S. Korea warns of ‘corresponding measures’ against Japan’s export curbs


South Korea’s finance minister warned Thursday of “corresponding measures” against Japan’s move restricting key supplies for the nation’s semiconductor and display industries, in a major escalation of a long-simmering row over compensation for wartime forced labor. The diplomatic conflict between South Korea and Japan, which have close economic ties despite strains over history and territory, showed signs of moving toward an economic front as Tokyo implemented export restrictions against Seoul on high-tech materials vital for the production of semiconductors and display panels.


South Korea has said it will file a complaint with the World Trade Organization (WTO) to resolve the matter, but Finance Minister Hong Nam-ki said earlier in the day that the Korean government will “consider various corresponding measures” unless Japan withdraws export curbs. “We believe that the Japanese move is a clear act of economic retaliation,” Hong said in an interview with local radio station CBS, adding that the Japanese move would have an adverse impact on both countries.


“If the problem is not settled, surely (South Korea) needs to ask the WTO to make a judgment,” Hong added. “But as it takes a long time for the WTO to deliver a verdict, it cannot be the only solution.” Although Hong didn’t elaborate on what such countermeasures would be, he said South Korea will take other necessary measures under domestic and international rules as well.


Trade Minister Yoo Myung-hee echoed the view, saying that Japan’s decision goes against the global efforts to seek a free, fair and predictable free trade environment as proposed at the Group of 20 summit in Osaka last week. “The South Korean government strongly demands Japan to remove the decision to expand regulations on exports, as the move contradicts Tokyo’s previous claims and threatens the growth of the global economy,” Yoo said during a meeting with relevant government officials to cope with the Japanese export curbs.

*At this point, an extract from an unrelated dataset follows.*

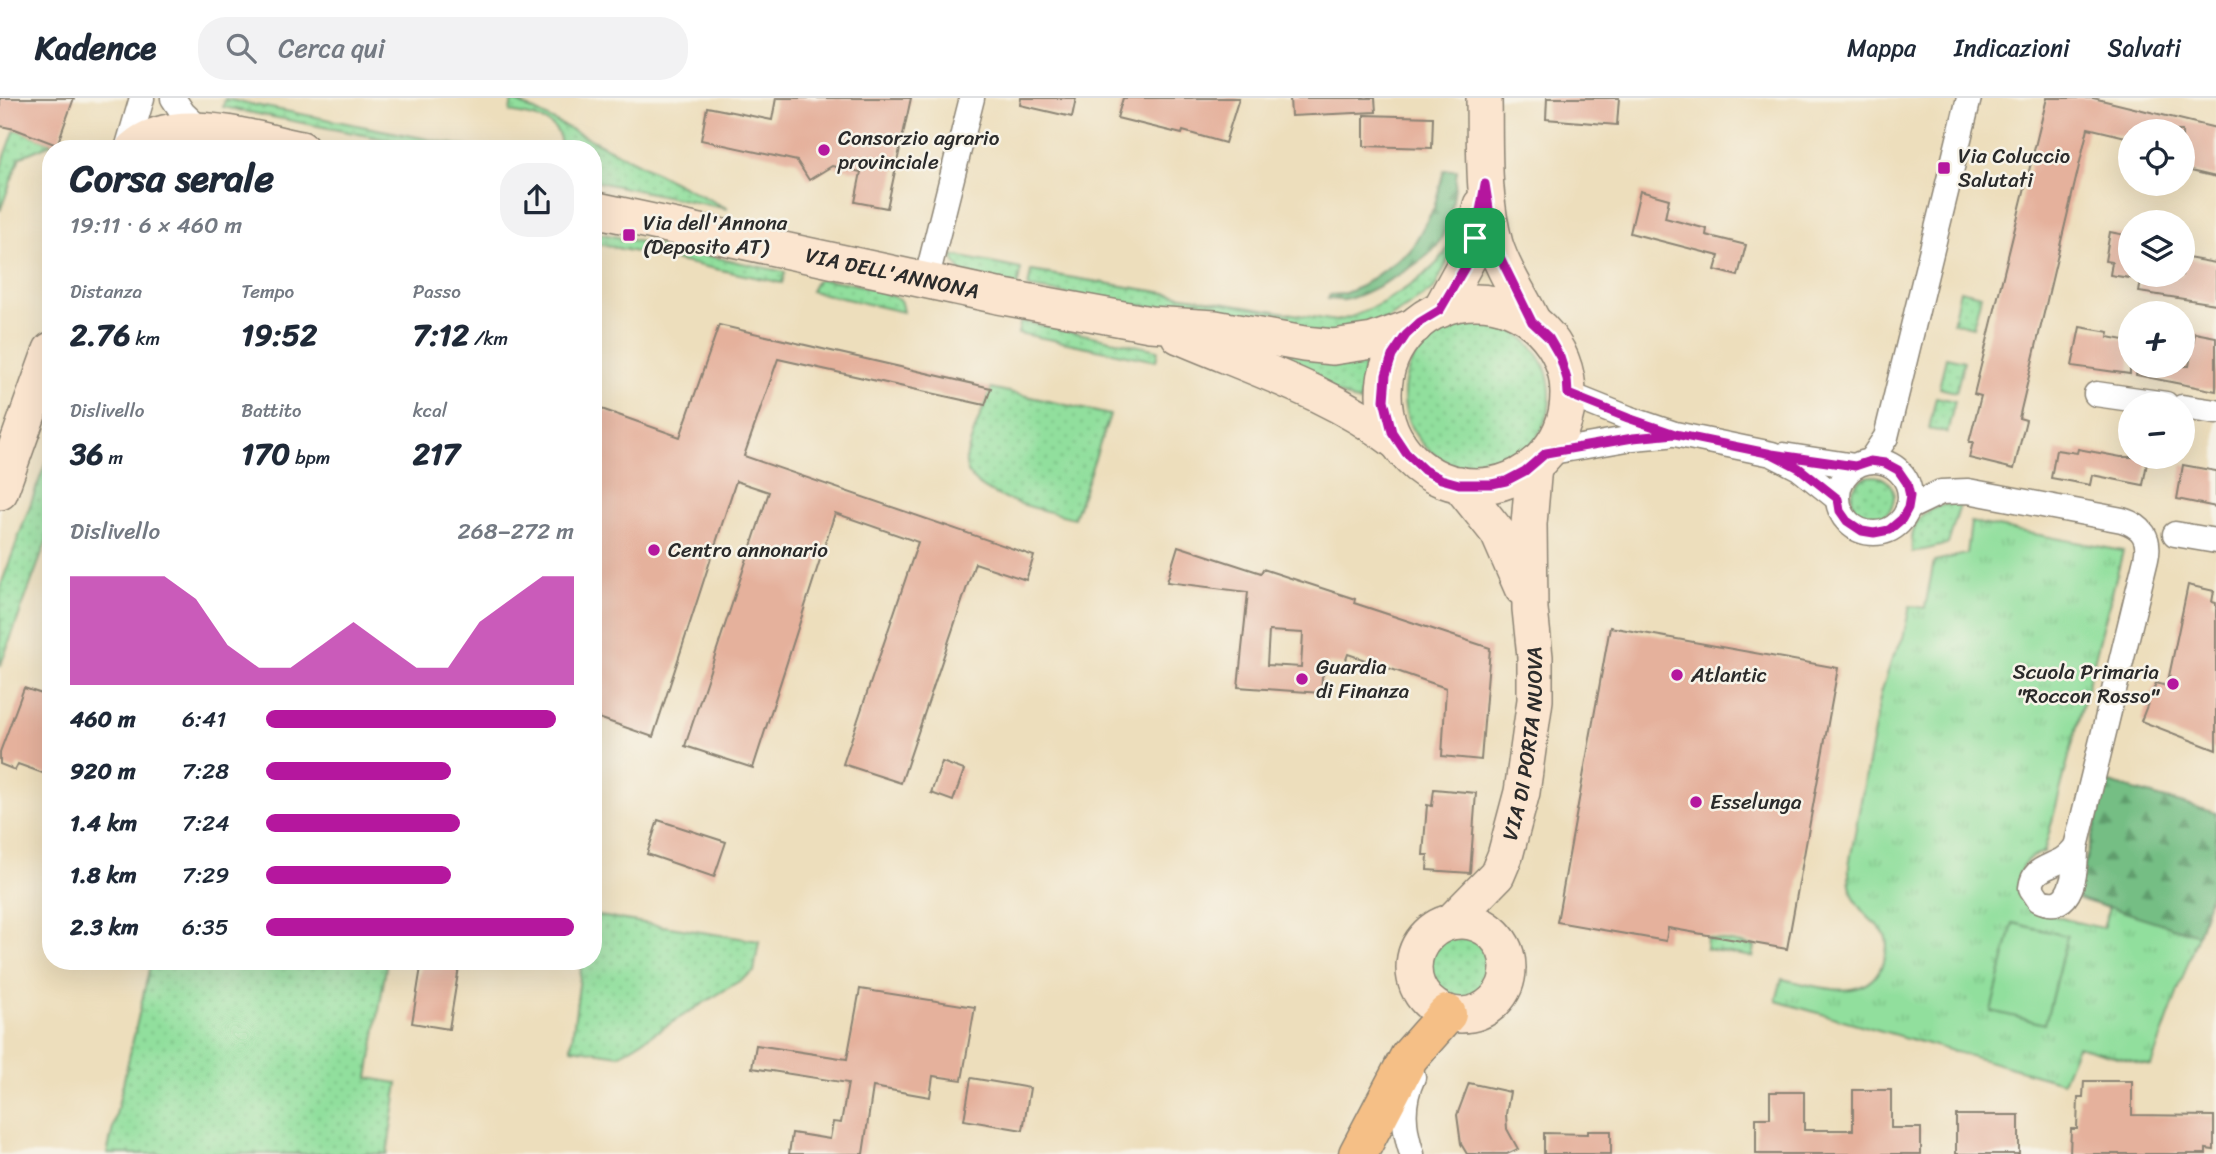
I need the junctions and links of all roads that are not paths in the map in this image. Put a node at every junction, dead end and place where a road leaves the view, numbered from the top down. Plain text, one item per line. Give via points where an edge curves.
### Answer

Yoo emphasized the Japanese move violates global agreements, such as the Wassenaar Arrangement, which stipulates that export control on conventional arms and dual-use goods should “not be directed against any state or group of states” and “not impede bona fide civil transactions.” Yoo also stressed that the article 11 of the General Agreement on Tariffs and Trade (GATT) bans regulations on export volumes unless the products have a serious impact on national security.


Starting Thursday, Japanese companies need to apply for approval for each contract to export three materials to South Korean clients, including major brands such as Samsung, LG and SK. The three materials are fluorine polyimide, resist and etching gas. Fluorine polyimide is used to make flexible organic light-emitting diode displays; resist is a thin layer used to transfer a circuit pattern to a semiconductor substrate; and etching gas is needed in the semiconductor fabrication process.


South Korea was earlier granted faster export processing for items that Tokyo claims to be related to national security. Without the favor previously provided by Japan, industry watchers said it may take around 90 days for Japanese firms to ship the materials to South Korea. The presidential office, Cheong Wa Dae, confirmed that its senior officials had a series of consultations with Samsung Electronics Co. over Japan’s export curbs.


Kim Hyun-chong, deputy chief of the presidential National Security Office, met with Kim Ki-nam, a Samsung vice chairman leading its global semiconductor business sector, earlier this week. Ostensibly, Cheong Wa Dae has responded cautiously to Japan’s move as it seeks forward-looking bilateral relations, separate from historical rifts. However, Cheong Wa Dae officials have been in informal contact with related businesses to discuss how to cope with the matter. On Wednesday, South Korea also said it is carrying out a feasibility study on investing 1 trillion won (US$856 million) annually to carry out research on materials, parts and equipment for the chip industry to eventually ease its dependency of Japan in the areas. Tokyo officially claims that the restriction is based on safety reasons.


The Japanese government, however, also says trust between the two countries has been significantly harmed, indicating the move came as retaliation against a South Korean court’s decision to make Japanese firms provide compensation for their wartime forced labor. In October, the court ruled that Nippon Steel & Sumitomo Metal Corp., a Japanese steelmaker now known as Nippon Steel Corp., must compensate four South Koreans for wartime forced labor and unpaid work. The Korean Peninsula was under Japan’s colonial rule from 1910-45. The Japanese government then strongly condemned the verdict, claiming that the compensation issue was fully settled in the 1965 bilateral accord on normalizing the countries’ diplomatic ties.


President Moon Jae-in has said, however, that individual rights to damage claims were not terminated under the pact between the two countries. Experts, meanwhile, said that once the complaint is filed at the WTO, the dispute is expected to continue for a long period considering that South Korea and Japan are closely connected in the semiconductor and information technology industries.


South Korea, whose main export products include semiconductors and smartphones, relied on Japan for more than 90 percent of its supplies of resist and fluorine polyimide and for 44 percent of its etching gas over the January-May period, according to the Korea International Trade Association. “The government will take various scenarios into consideration, and assess the short- and long-term impacts on our industries,” Yoo said. “We plan to announce a countermeasure in the near future to diversify import sources of core materials, parts, and equipment.”